Deux hommages marqueront cette 43e édition. A Claude Nougaro – une création – avec rien de moins de 20 musiciens dont André Minvielle, Thomas de Pourquery qui fut en résidence à Coutances et Marion Rampal en résidence pour trois ans. Elle propose sa propre création « Oizel + Invités ». A Nina Simone, qui vint à Coutances, par la vocaliste Kareen Guiock-Thuram qui revendique Sarah Vaughan – dont on fête le centenaire – et George Benson notamment comme influences.
Comme à l’habitude la soirée blues du mardi en concurrence sérieuse avec la création du tromboniste Robinson Khoury, deuxième artiste en résidence, qui propose de rechercher nouvelles directions dans la rencontre entre ses racines libanaises, les musiques arabes et l’électronique. Une affaire à suivre. Dimanche, le 5 mai, jour des fanfares – et des jeux – pour, en famille ou pas, venir se déhancher en rythme pour retrouver une des origines du jazz en redonnant à la rue son aura de convivialité.
Le festival n’oublie pas ses découvertes dont le saxophoniste Baptiste Herbin ici en compagnie de Nicolas Gardel ou la saxophoniste Céline Bonacina. Leila Olivesi, pianiste, Vincent Courtois violoncelliste et beaucoup d’autres permettront de forger des images dont certaines feront partie des souvenirs.
Il aura commencé le samedi 4 mai avec Addis Abeba Surf Club, un groupe français qui rappelle que le jazz éthiopien existe incarné notamment par Mulatu Astatke, saxophoniste ; André Manoukian, Harold Lopez-Nussa, le batteur Makaya McCraven à découvrir, Un panorama des musiques d’aujourd’hui avec toutes ses composantes, arméniennes et cubaines.
Nicolas Béniès
Jazz sous les Pommiers du 4 au 11 mai, jazzsouslespommiers.com
Mention spéciale
Pour le 80e anniversaire du débarquement
Le dernier samedi, le 11, une conférence, gratuite, aux Unelles à 17h30, que j’animerai, sur « 1944, le jazz débarque » en deux temps. Le jazz débarque dans nos souvenirs en forme de fête folle que fut la Libération avec la musique de Glenn Miller – « In The Mood » comme indicatif, dans l’ambiance – et les V-discs – les disques de la Victoire – transportés par les GIs, d’un jazz qui s’évanouit dans les brumes d’une époque qui s’achève. Le souvenir disait Blanchot suppose une part d’oubli. C’est le cas. L’oubli, une réaction logique des populations face à un énorme traumatisme, a jeté hors de la mémoire la période de l’Occupation. Elle fut pourtant porteuse de nouveau pour le jazz en France.
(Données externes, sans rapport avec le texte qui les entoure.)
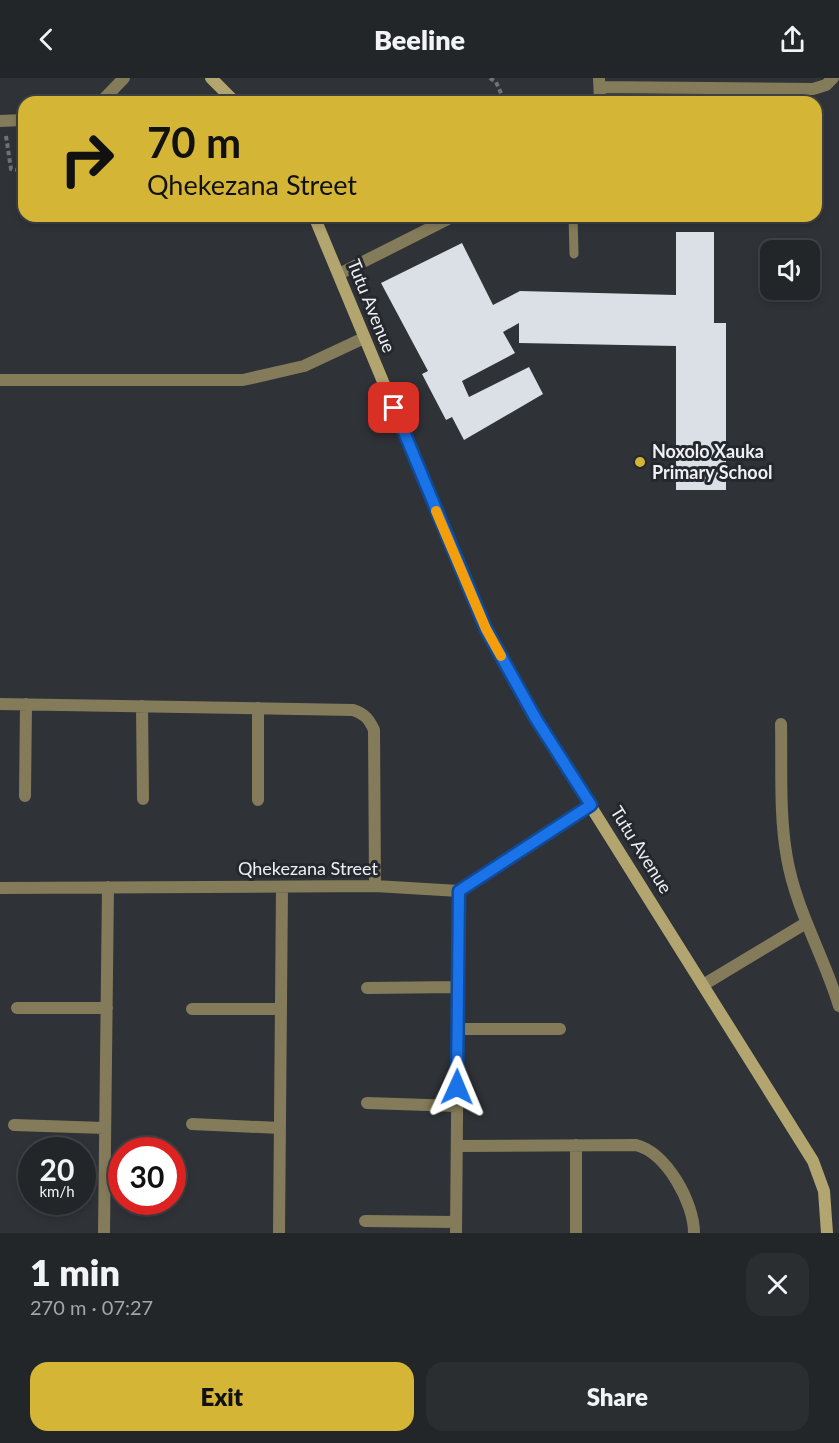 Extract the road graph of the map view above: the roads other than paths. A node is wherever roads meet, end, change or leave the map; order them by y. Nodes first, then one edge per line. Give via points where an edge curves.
1 (124, 78) edge
2 (211, 78) edge
3 (833, 78) edge
4 (600, 82) edge
5 (107, 96) edge
6 (229, 96) edge
7 (18, 120) edge
8 (2, 121) edge
9 (317, 222) edge
10 (442, 222) edge
11 (573, 222) edge
12 (574, 254) dead end
13 (339, 274) junction
14 (364, 338) junction
15 (0, 380) edge
16 (0, 704) edge
17 (26, 704) junction
18 (142, 706) junction
19 (258, 708) junction
20 (781, 724) dead end
21 (26, 796) dead end
22 (143, 799) dead end
23 (258, 800) dead end
24 (591, 805) junction
25 (375, 886) junction
26 (108, 887) junction
27 (0, 888) edge
28 (282, 888) junction
29 (459, 891) junction
30 (806, 922) junction
31 (703, 985) junction
32 (458, 987) junction
33 (367, 988) dead end
34 (839, 1006) edge
35 (17, 1008) dead end
36 (106, 1008) junction
37 (192, 1009) dead end
38 (281, 1009) junction
39 (458, 1029) junction
40 (560, 1029) dead end
41 (368, 1103) dead end
42 (457, 1106) junction
43 (192, 1124) dead end
44 (14, 1125) dead end
45 (105, 1128) junction
46 (280, 1128) junction
47 (576, 1145) junction
48 (457, 1146) junction
49 (365, 1221) dead end
50 (456, 1227) edge
51 (104, 1233) edge
52 (279, 1233) edge
53 (576, 1233) edge
54 (694, 1233) edge
55 (827, 1233) edge

1 - 5 street
2 - 6 street
3 - 4 street via 813,89
7 - 8 street
9 - 13 street, Tutu Avenue
10 - 13 street
11 - 12 lane
13 - 14 street, Tutu Avenue
14 - 15 street via 304,366 243,380
14 - 24 street, Tutu Avenue via 486,629 536,719
16 - 17 street
17 - 18 street
17 - 21 street
18 - 19 street
18 - 22 street
19 - 23 street
19 - 25 street via 353,710 370,721 374,730
20 - 30 street via 782,826 787,860
24 - 29 street
24 - 31 street, Tutu Avenue
25 - 28 street, Qhekezana Street
25 - 29 street, Qhekezana Street
26 - 27 street, Qhekezana Street
26 - 28 street, Qhekezana Street
26 - 36 street
28 - 38 street
29 - 32 street
30 - 31 street
30 - 34 street
31 - 55 street, Tutu Avenue via 813,1161 824,1191
32 - 33 street
32 - 39 street
35 - 36 street
36 - 45 street
37 - 38 street
38 - 46 street
39 - 40 street
39 - 42 street
41 - 42 street
42 - 48 street
43 - 46 street
44 - 45 street
45 - 51 street
46 - 52 street
47 - 48 street
47 - 53 street
47 - 54 street via 648,1148 686,1197
48 - 50 street
49 - 50 street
Ce sera le deuxième temps : le jazz débarqué de nos mémoires… Avec illustrations musicales.
Juste avant, un orchestre de jeunes musicien.ne.s aura rendu hommage à Duke Ellington qui, pendant toute la durée de la guerre s’était produit au Carnegie Hall créant une suite, « Black, Brown and Beige », restée sans suite sauf la première partie.
Nicolas Béniès
« Le souffle de la liberté, 1944 le jazz débarque », Nicolas Béniès, réédité en poche, C&F éditions.